И вот настал час прощания. Уложены вещи в сани. Присели на дорожку.
-Ладно,- сказал неожиданно Примусов и достал из кармана небольшую коробочку, а из неё вынул камею на золотой цепочке.- Аля, это наша родовая фамильная реликвия. По обычаю эту камею одевает бабушка на первую или последнюю внучку. Сейчас не тот случай…
-Мы скоро вернёмся,- сказала Алина.
- Как знать…Всё же настаиваю: возьми. Путь долгий, возвращение будет нескорым. Так что вполне возможно прибудете в Примусовку уже с внуками и внучками…
Алина с трепетом приняла камею. Глянула на камень: там был вырезан портрет юной женщины изумительной античной красоты.
- На  Ольгу Романовну похожа!- вскрикнул Зот, заглянув через плечо Алины. - Марк, скажи.
- Да. Это…бабушка?
- Нет. Камея очень старая. Ещё моя бабушка, Мария Яковлевна, рассказывала, что камея была в семье уже в 1573 году. Имелось завещательное письмо отдалённой нашей родственницы, в котором и описывалась эта камея, и её значение. В Смутное время, во время пожара письмо погибло, а камею спасли. Теперь вот в вашу семью переходит…Пусть этот фамильный талисман поможет вам вернуться в полном здравии. С Богом!
-Скатертью дорога!- от души, прослезившись, пожелал Кузьмич.- Пишите старику, не забывайте…
-Я прослежу,- заверил Зот.- Глеб Гордеевич, позаботьтесь, если что, о сестре моей. Муж часто хворает, а детишек как в цыганском таборе…

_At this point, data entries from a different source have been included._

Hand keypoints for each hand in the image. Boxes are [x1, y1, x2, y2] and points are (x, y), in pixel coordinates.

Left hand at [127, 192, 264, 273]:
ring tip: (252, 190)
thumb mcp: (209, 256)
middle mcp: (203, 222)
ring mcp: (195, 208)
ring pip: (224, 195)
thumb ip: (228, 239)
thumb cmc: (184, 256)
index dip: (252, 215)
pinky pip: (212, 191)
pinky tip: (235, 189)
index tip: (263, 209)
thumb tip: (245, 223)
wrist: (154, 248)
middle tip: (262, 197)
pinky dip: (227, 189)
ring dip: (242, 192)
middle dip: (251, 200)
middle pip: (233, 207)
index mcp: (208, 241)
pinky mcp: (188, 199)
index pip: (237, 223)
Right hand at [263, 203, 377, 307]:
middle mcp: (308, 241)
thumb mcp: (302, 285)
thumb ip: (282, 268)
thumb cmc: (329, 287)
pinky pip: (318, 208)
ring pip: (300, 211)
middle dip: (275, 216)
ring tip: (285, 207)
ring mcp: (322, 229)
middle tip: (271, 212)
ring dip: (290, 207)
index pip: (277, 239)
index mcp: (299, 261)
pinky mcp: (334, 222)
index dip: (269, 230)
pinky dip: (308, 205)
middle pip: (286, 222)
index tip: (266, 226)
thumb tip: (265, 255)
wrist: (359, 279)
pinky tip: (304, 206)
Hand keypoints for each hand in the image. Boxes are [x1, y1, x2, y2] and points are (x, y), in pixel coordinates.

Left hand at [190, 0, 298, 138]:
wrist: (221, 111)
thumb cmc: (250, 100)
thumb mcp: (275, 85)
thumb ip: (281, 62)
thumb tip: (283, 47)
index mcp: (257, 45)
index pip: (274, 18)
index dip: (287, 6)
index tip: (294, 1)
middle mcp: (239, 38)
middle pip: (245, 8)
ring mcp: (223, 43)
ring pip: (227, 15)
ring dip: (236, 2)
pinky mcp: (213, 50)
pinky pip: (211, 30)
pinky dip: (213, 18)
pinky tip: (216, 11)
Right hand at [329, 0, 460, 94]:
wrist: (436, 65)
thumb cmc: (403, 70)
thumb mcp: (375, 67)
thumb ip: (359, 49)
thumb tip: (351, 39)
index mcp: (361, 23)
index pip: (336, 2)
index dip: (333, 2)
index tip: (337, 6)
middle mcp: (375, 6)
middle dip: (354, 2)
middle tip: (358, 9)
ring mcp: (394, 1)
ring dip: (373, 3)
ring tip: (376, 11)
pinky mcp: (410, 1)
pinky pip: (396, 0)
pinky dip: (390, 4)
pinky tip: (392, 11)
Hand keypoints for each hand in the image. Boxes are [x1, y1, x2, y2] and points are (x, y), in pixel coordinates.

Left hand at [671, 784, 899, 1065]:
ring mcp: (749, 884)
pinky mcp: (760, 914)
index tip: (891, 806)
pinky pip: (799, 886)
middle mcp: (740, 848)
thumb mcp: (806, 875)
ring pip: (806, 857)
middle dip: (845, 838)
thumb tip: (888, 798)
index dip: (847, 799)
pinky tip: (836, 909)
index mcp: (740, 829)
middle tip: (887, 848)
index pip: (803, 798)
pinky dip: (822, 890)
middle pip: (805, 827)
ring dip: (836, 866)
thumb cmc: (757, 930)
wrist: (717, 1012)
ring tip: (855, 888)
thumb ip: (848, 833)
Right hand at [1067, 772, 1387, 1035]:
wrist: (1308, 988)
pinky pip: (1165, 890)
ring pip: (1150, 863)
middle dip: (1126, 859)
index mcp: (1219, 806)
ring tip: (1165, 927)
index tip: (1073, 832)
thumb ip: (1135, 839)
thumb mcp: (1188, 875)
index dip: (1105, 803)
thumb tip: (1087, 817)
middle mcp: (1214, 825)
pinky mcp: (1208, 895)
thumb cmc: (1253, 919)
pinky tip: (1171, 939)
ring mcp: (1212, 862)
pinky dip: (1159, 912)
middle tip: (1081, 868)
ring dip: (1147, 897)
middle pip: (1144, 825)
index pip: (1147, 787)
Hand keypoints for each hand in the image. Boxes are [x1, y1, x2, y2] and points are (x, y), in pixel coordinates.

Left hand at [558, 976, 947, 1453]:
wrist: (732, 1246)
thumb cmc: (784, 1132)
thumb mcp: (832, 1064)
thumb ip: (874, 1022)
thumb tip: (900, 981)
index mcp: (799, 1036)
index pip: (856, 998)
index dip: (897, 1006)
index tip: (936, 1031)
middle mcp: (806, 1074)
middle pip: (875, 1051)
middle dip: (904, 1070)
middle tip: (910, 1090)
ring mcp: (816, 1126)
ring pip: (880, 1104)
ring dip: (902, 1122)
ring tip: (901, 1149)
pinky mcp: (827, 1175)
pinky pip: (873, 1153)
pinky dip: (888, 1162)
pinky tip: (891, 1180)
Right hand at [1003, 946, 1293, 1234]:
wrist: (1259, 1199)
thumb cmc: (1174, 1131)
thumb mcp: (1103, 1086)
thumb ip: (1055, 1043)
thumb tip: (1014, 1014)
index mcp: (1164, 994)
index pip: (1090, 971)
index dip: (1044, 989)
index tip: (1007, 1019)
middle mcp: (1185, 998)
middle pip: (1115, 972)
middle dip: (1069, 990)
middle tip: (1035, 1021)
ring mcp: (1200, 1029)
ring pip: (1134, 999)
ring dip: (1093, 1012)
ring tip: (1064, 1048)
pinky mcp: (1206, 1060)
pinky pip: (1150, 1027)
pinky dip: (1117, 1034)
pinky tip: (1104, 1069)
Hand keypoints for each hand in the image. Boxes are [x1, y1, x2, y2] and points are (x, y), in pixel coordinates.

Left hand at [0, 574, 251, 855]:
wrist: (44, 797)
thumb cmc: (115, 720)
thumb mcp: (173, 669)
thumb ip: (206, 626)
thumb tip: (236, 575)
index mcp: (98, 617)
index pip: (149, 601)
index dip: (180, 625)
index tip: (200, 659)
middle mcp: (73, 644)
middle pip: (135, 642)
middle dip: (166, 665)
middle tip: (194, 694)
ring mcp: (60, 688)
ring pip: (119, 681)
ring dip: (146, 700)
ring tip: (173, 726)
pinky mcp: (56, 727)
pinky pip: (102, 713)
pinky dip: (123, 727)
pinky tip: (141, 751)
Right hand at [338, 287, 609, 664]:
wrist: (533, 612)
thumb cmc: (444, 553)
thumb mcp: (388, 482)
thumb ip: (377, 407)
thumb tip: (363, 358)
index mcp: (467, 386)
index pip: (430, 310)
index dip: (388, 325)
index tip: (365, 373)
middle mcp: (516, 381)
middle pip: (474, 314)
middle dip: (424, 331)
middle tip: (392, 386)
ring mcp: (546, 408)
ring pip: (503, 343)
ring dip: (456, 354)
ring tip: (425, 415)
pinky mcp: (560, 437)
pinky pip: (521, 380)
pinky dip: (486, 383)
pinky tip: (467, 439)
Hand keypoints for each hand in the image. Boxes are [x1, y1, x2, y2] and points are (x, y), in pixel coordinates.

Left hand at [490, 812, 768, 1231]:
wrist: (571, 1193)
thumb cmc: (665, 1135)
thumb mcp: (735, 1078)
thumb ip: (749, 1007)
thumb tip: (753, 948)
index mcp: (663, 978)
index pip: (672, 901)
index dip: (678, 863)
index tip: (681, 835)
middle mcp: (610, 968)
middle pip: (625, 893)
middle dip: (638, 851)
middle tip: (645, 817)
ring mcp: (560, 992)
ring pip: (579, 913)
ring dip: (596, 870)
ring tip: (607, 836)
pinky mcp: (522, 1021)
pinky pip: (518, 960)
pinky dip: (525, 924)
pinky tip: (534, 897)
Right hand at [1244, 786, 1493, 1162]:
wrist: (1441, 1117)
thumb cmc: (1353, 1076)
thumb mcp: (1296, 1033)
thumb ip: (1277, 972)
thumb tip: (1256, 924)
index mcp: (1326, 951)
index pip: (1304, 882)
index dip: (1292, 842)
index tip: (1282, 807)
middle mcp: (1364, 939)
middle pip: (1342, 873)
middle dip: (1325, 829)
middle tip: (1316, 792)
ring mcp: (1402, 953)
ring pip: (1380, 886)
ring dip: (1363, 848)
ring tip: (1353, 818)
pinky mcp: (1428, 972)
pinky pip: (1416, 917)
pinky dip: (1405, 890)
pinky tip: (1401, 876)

-Будь спокоен, Виталий, я их выпишу к себе в Примусовку. Не обижу.
- Благодарю, Глеб Гордеевич! Да я за ваших, если понадобится…
- Возвращайтесь живыми,- мягко остановил Примусов юношу, по отечески крепко обнял, трижды перекрестил.- Трогайте, а то слёзный потоп устроим…
-До скорого!- в последний раз прокричали молодые из уносящихся саней.

-До скорого,- грустно проговорил Примусов и повернулся к Кузьмичу.- А что, дорогой Андрей Кузьмич, не поедете ли со мной в Петербург? Вам ведь уже можно?
-Можно…только там у меня никого не осталось…Жена померла сразу после моей высылки, Боренька чахотку подхватил в Петропавловском каземате, поехал лечиться в Париж и там скончался в день приезда…Другими родственниками я проклят.
- Я решил строить в Примусовке больницу. Возьмётесь начальствовать?
-Отчего не взяться. Дело нужное. Да и крестника с внуками там сподручнее дожидаться…
-Едем, стало быть?
-Едем.

ЭПИЛОГ
После долгих месяцев, "со злоключениями", наконец, в начале лета 1863-го Примусовы и Зот прибыли в Италию. Марк чувствовал себя отменно и молодые, расслабившись, устроили себе медовый месяц. Виталий решив, что сейчас он третий лишний, на время исчез. Вскоре Примусовы получили о нём печальную весть: Виталий Зот тайно выехал в Польшу где примкнул к восставшим. В одном из сражений с русскими войсками был смертельно ранен.
Чуть позже через третьи руки Примусовы получили ещё одну печальную весть: в Лондоне при родах умерла Татьяна. Её таинственным женихом оказался никто иной, как Абакумов. В Лондоне они обвенчались, приблизились к Герцену-Искандеру, помогали в выпуске "Колокола".После смерти жены Абакумов сильно запил, с Искандером у них случился неприятный разговор, после которого раздавленный горем и непониманием товарищей, Абакумов застрелился.
А в конце сентября Алина родила девочку. Ждали мальчика, уже и имя придумали -Виталий. Но и девочке были весьма рады. Имя решили не менять.
Так в этот мир пришла Виталия Марковна Примусова.